How my brain cured my pain
Pic credit: Jenny McCarthy .
Broadcaster Andrea Hayes suffered chronic pain for years before a diagnosis enabled her to tackle her daily struggle of living with an invisible illness. She explains what happened when she tapped into her subconscious mind.
I have experienced chronic pain since childhood, from earache to spine pain, carrying this heavy load for decades, a silent burden that no one can understand, quantify or explain. All through my 20’s I searched for the cause of my mysterious illusive affliction, moving through the health care system until eventually, after multiple procedures and endless medication, I found myself in St Vincent’s hospital on a 3-week multi-disciplinary pain-management course. It marked the beginning of a new phase in my relationship with pain. I needed to accept my prognosis, and my torture and torment wasn’t going away!
Chronic unexplained pain is a prevalent disorder and yet pain sufferers are under-serviced, despite all the cutting- edge research being done – for example, we now know that stress has a large effect on how intensely you feel pain. The subjective nature of pain is very frustrating, not only for the patients, but also the highly trained healthcare professionals who are trying to find a cure.
Step 1: Diagnosis
I wanted to become my own cure. My mindset changed after my diagnosis of ‘Chiari Malformation 1’ in December 2012. In simple terms, this is a neurological disorder where part of the brain, the cerebellum cerebellar tonsils, descends out of the skull into the spinal area. This causes compression of parts of the brain and spinal cord, and disrupts the normal flow of cerebrospinal fluid. Could this rare malformation
be the underlying cause of my life long companion pain? Because Chiari involves the nervous system, symptoms can be numerous and varied. While it can be asymptomatic in some people, among a myriad of other symptoms, the hallmark for the condition is chronic head and neck pain.

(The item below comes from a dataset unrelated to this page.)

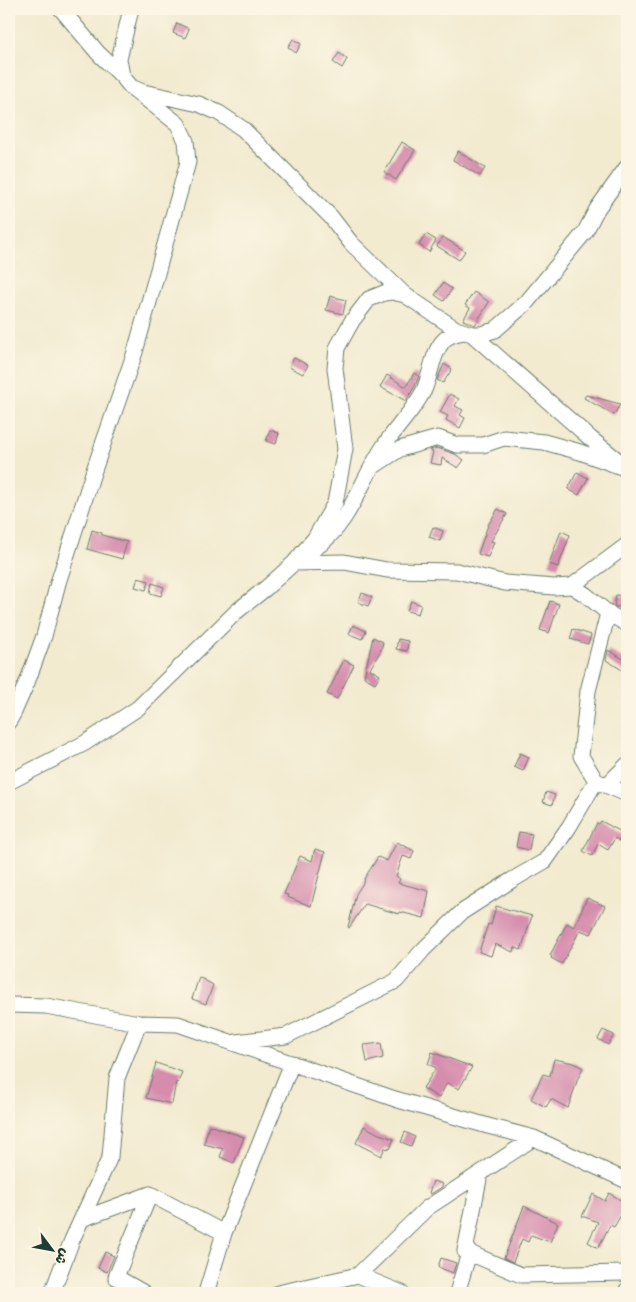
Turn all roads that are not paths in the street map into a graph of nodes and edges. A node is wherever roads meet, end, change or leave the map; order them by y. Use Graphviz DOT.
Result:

The notion of having anything wrong with my brain seemed very scary, more serious than unexplained aches and persistent pains. I felt I needed to do something drastic, so what began as a three-month sabbatical from work to ‘heal’ turned into a voyage of wellness that led me to explore many alternative ways of managing my pain. It wasn’t all plain sailing, but I have been transformed into an empowered patient, and I am now living (in my mind) pain free.